Determination of enzyme activities
The supernatants were analyzed for the activities of xylanase, filter paperase (FPase), ferulic acid esterase (FAE), acetyl esterase (AE), and p-coumaric acid esterase (CAE). The supernatants were diluted 30-fold for the xylanase activity assay, and the xylanase activities were determined at pH 6.8 and 39 °C with substrate solution of 10 g/l birchwood xylan (Sigma, USA). The FPase activities were assayed using Whatman No. 1 filter paper, and detected by a spectrophotometer at 540 nm using the dinitrosalicylic acid method at pH 6.8 and 39 °C as previously described (Lowe et al. 1987). For determining the FAE activities, the supernatants were incubated with methyl ferulate in phosphate buffer solution (pH 6.8) and the absorbances were read with a microplate reader 680XR (Bio-rad, USA) at 340 nm. The FAE activities were subsequently calculated using standard ferulic acid and methyl ferulate curves according to the equation previously published (Yue et al. 2009). The AE activities were assayed in a 96-well reaction microplate by measuring the amount of p-nitrophenol released from 1.0 mM p-nitrophenyl acetate (Sigma, USA) at pH 6.8 and 39 °C with a micro plate reader 680XR at 415 nm. For assaying the CAE activities, 100 mg de-starched wheat bran were suspended in 1 ml 100 mM MOPS buffer at pH 6.8, followed by incubation with 1 ml supernatant at 39 °C for 20 min. The reaction was terminated by boiling the sample for 3 min, and the p-coumaric acid produced was measured by high-performance liquid chromatography (HPLC) (Waters, USA) comprising a Wufeng analytical instrument (Wufeng Co., Ltd, China) and a symmetry reversed-phase C18 column (250 × 4.6 mm, 5 µm, pH 2–8, Waters, USA), according to Wang et al. (2013). The CAE activities were subsequently calculated using the standard curve.
Determination of ferulic acid and p-coumaric acid releases
The levels of ferulic acid and p-coumaric acid in the fermentation supernatants were determined by the same method described above for assaying the FAE and CAE activities.
Analysis of fermentation end-products
One milliliter of supernatant was mixed with 0.3 ml of 250 g/l orthophosphoric acid solution in a polypropylene microtube.

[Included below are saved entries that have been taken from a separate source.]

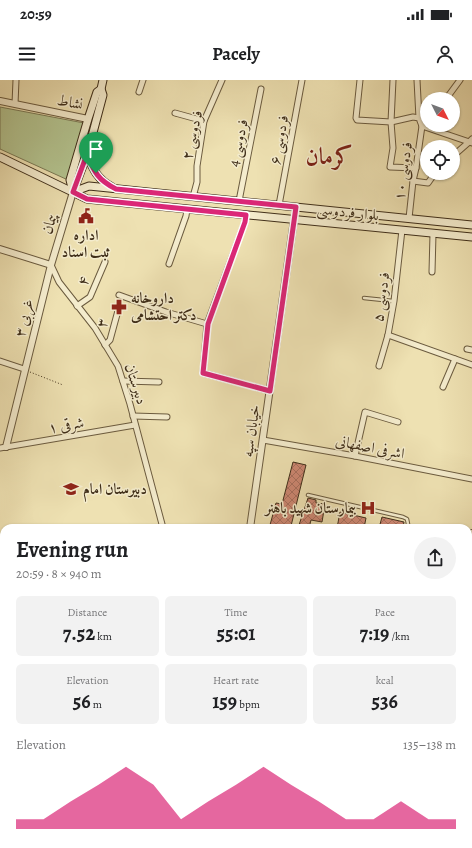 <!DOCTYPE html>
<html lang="en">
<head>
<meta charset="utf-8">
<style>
	body { margin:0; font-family:Alegreya,Amiri,serif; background:#f2f2f2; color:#202124; height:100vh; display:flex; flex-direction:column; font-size:15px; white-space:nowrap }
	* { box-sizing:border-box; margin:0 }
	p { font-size:13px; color:#757577 }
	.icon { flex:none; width:22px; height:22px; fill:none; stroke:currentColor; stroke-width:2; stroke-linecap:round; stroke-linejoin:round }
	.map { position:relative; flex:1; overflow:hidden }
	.side { position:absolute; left:0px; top:444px; width:472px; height:324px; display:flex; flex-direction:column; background:#fff; border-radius:12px 12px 0 0; box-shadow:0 1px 3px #0004 }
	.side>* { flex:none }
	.needle { width:26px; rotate:132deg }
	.fabs { position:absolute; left:420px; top:12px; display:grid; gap:8px }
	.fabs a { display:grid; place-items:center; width:40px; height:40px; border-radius:50%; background:#fff; box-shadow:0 1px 3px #0004; font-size:20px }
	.pin { position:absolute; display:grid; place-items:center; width:34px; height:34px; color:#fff; margin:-41px -17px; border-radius:50% 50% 50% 0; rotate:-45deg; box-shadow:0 0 4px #0007 }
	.pin .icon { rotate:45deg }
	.round { display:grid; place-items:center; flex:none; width:42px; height:42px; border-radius:21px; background:#f2f2f2 }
	.overview { display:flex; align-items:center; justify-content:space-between; height:68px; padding:0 16px }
	h1 { font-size:22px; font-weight:700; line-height:30px }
	.figures { display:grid; grid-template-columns:repeat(3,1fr); gap:6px; height:68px; padding:4px 16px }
	.figures div { display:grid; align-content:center; border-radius:6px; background:#f2f2f2; text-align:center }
	.figures b { font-size:20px; font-weight:700 }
	.figures small { font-size:11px; font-weight:400 }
	.figures p { font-size:11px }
	.chart { height:112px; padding:8px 16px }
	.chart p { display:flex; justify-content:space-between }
	.chart svg { width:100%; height:72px; margin-top:4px; fill:#db2777; opacity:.7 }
	.status { display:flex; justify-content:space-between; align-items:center; height:28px; padding:0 20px; background:#fff; direction:ltr }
	.status svg { height:11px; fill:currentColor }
	header { display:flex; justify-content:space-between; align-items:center; height:52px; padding:0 16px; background:#fff; font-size:18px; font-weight:700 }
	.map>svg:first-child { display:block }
</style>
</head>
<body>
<div class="status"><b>20:59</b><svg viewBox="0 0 49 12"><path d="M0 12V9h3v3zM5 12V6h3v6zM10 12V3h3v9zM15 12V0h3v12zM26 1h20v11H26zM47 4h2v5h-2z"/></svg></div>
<header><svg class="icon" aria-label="menu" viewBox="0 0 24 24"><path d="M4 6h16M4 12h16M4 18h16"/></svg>Pacely<svg class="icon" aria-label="person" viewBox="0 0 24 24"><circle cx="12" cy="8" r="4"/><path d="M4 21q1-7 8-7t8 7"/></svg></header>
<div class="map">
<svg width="472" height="768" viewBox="0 0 472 768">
	<defs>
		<pattern id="building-cross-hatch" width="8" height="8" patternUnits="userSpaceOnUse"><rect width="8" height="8" fill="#cd8772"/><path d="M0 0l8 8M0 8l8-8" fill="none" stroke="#a86f5d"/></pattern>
	</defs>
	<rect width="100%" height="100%" fill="#eee1b2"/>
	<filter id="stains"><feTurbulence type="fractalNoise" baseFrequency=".005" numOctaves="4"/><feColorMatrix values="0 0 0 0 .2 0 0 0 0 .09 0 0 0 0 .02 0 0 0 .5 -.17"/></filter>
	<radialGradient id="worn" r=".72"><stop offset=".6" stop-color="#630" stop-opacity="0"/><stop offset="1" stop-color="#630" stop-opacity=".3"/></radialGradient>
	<path fill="#b4c490" stroke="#7a7954" d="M0,27L84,43L68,100L0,69Z"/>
	<g fill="url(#building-cross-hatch)" stroke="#3f2e19">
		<path d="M293,382L306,385L291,446H289L288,448H275L276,445H270L276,423L282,424Z"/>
		<path d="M308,418L316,420V423L325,424L322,442L311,440L309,448H298Z"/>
		<path d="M340,432L366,438L364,448H337Z"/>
		<path d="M382,437L404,442L403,448H379Z"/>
	</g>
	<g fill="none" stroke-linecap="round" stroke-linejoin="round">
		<g stroke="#6b5b3f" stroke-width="4.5">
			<g id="service">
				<path d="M364,218L393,221"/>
				<path d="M308,415L403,437L407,439L408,444L407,448"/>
			</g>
		</g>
		<g stroke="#6b5b3f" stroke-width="7">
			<g id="minor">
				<path d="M360,0L356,38L357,40L391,42L413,37L419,38L422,46L427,43"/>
				<path d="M393,0L391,42L393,68L390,87L416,88"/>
				<path d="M417,0L419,38"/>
				<path d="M139,12L143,0"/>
				<path d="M446,19L460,0"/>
				<path d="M15,24L16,0"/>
				<path d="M175,33L204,41"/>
				<path d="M453,76L469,62L472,59"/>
				<path d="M413,101L428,103L435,93"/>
				<path d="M193,117L197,102V86L204,41L222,0"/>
				<path d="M239,121L261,9"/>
				<path d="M279,125L302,0"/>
				<path d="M409,138L413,101L416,88L422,46L472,63"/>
				<path d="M169,184L186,136L187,129"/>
				<path d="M51,185L59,202L95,248L118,286L130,324L163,448"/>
				<path d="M432,192L433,154"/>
				<path d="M119,215L166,232L207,244L245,142L246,135"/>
				<path d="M77,226L90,217L105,182"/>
				<path d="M207,244L203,293L270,311"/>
				<path d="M388,255L472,285"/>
				<path d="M105,265L110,260L119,227"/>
				<path d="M467,269L472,270"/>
				<path d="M0,281L24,289"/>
				<path d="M379,286L388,255L394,221L402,150"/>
				<path d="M123,301L159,302"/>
				<path d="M443,307L455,279"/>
				<path d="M133,336L167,337"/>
				<path d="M263,360L355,376L472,399"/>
				<path d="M0,368L135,345"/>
				<path d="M355,376L365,332L398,342"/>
				<path d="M0,669L4,656"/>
			</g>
		</g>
		<g stroke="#6b5b3f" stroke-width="8">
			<g id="tertiary">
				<path d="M0,21L88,39"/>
				<path d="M0,169L51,185"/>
				<path d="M6,367L51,185L73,112"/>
				<path d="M250,448L294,140"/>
				<path d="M468,499L472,453"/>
				<path d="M95,768L96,764"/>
				<path d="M204,768L205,764"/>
			</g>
		</g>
		<g stroke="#3f2e19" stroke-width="9">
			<g id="secondary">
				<path d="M87,75C93,89 97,99 112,107"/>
				<path d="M0,77L87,119L472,157"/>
				<path d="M73,112L89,106L472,145"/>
				<path d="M73,112L70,100L88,39L97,12L101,9L103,0"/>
				<path d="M73,112L87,75L103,15L101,9"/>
				<path d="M0,548H4"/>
				<path d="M0,556L4,557"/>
				<path d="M468,630L472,631"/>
				<path d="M468,638H472"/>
				<path d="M468,646H472"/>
				<path d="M468,653L472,654"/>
			</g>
		</g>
		<path stroke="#3f2e19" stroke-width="1" stroke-dasharray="1 2" stroke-linecap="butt" d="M30,292L63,305"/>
		<use href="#service" stroke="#f4eccd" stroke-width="2.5"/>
		<use href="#minor" stroke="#f4eccd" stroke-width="5"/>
		<use href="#tertiary" stroke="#f4eccd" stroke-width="6"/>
		<use href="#secondary" stroke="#f4eccd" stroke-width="7"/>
	</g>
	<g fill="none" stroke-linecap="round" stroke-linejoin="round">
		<g stroke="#fff" stroke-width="8">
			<path id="route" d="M87,74C94,92 98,100 116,109L296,127L270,311L203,293L208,244L245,142L246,135L87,119L73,112Z"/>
		</g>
		<use href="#route" stroke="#db2777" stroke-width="5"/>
	</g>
	<defs>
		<g id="civic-bare" transform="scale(1.2)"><path d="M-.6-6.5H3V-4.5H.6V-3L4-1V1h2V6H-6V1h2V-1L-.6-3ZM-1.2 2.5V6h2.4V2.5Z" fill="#8f2418" stroke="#f4eccd" stroke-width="2.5" paint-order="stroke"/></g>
		<g id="pharmacy-bare" transform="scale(1.2)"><path d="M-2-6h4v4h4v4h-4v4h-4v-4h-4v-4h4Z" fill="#8f2418" stroke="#f4eccd" stroke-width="2.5" paint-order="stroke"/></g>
		<g id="school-bare" transform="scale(1.2)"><path d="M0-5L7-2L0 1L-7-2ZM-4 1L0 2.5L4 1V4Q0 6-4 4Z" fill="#8f2418" stroke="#f4eccd" stroke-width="2.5" paint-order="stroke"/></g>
		<g id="hospital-bare" transform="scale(1.2)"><path d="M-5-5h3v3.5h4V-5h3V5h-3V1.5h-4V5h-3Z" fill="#8f2418" stroke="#f4eccd" stroke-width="2.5" paint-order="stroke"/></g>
	</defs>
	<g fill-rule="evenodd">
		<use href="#civic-bare" x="86" y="136"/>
		<use href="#pharmacy-bare" x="119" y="227"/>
		<use href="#school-bare" x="71" y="409"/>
		<use href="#hospital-bare" x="368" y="428"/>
	</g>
	<g text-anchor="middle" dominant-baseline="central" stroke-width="3" stroke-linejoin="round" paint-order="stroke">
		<g font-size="15" fill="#3f2e19" stroke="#f4eccd">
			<text transform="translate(70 22) rotate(12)">نشاط</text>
			<text transform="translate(192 55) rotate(-77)">فردوسی ۲</text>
			<text transform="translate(279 60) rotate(-80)">فردوسی ۶</text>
			<text transform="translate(238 63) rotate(-78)">فردوسی 4</text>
			<text transform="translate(403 91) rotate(-82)">فردوسی ۱۰</text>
			<text transform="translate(348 132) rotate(6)">بلوار فردوسی</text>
			<text transform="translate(49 144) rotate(-73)">پیمان</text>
			<text transform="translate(83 201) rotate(-65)">۴</text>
			<text transform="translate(381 217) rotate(-82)">فردوسی ۵</text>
			<text transform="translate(24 238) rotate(-76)">۳ غربی</text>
			<text transform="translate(102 243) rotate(-74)">۳</text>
			<text transform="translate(136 304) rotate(72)">دبیرستان</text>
			<text transform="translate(66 345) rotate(-10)">شرقی ۱</text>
			<text transform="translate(251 351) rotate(-82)">خیابان سپه</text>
			<text transform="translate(370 367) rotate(11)">اشرفی اصفهانی</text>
		</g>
		<g font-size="15" font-weight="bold" fill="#3f2e19" stroke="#f4eccd" text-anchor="start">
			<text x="86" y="155" text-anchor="middle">اداره<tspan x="86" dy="17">ثبت اسناد</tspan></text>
			<text x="131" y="218">داروخانه<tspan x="131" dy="17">دکتر احتشامی</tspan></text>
			<text x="83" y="409">دبیرستان امام</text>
			<text x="356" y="428" text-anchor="end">بیمارستان شهید باهنر</text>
		</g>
		<g font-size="23" font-weight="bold" fill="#7a1f14" stroke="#f4eccd">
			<text x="329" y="76">کرمان</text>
		</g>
	</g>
	<rect width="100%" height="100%" filter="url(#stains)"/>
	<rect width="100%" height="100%" fill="url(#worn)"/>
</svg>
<div class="fabs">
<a><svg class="needle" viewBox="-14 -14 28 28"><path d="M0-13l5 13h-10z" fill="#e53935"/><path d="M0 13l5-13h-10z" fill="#757577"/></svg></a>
<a><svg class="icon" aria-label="locate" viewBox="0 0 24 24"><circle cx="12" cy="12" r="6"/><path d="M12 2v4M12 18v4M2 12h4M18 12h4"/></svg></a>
</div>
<div class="pin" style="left:96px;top:93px;background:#1e9e55"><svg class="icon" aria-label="arrive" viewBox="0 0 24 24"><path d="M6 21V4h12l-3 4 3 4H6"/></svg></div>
<section class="side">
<div class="overview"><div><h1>Evening run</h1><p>20:59 · 8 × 940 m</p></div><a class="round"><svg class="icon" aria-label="share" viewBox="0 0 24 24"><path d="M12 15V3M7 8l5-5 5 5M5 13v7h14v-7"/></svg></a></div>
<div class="figures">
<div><p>Distance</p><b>7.52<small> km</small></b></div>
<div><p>Time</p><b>55:01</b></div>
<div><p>Pace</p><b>7:19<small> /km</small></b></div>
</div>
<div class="figures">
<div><p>Elevation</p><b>56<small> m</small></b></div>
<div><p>Heart rate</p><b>159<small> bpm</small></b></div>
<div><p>kcal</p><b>536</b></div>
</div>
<div class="chart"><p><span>Elevation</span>135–138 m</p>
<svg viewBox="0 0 160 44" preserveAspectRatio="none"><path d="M0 44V38L10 38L20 27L30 17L40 6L50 17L60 38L70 27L80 17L90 6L100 17L110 27L120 38L130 38L140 27L150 38L160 38V44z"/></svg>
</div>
</section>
</div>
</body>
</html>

The mixture was cooled at 4 °C for 2 h, followed by centrifugation at 15,000×g for 10 min at 4 °C. The resulting supernatant was analyzed for acetate, propionate and butyrate levels with HPLC (Agilent 1200, USA) equipped with a ShodexRspak KC-811S-DVB gel col column (Waters, USA) and the SPD-M10AVP detector.
The lactic acid in the supernatant was detected by HPLC (Agilent 1200, USA) equipped with a lactic acid chiral separation column MCI GEL-CRS10W (Mitsubishi Chemical Holdings, Tokyo, Japan) and the SPD-M10AVP detector.
For assaying the succinate level in the supernatant, 5 μl of each sample was separated by ultra-performance liquid chromatography (UPLC) (Waters, USA), followed by measurement with Triple Quadrupole Mass Spectrometer (AB SICEX, USA).
Statistical analyses
Statistical analyses of the data were performed with SPSS 18.0 software (Microsoft) employing one-way ANOVA followed by Tukey test. All the data were expressed as mean ± SEM and p < 0.05 was regarded as statistically significant.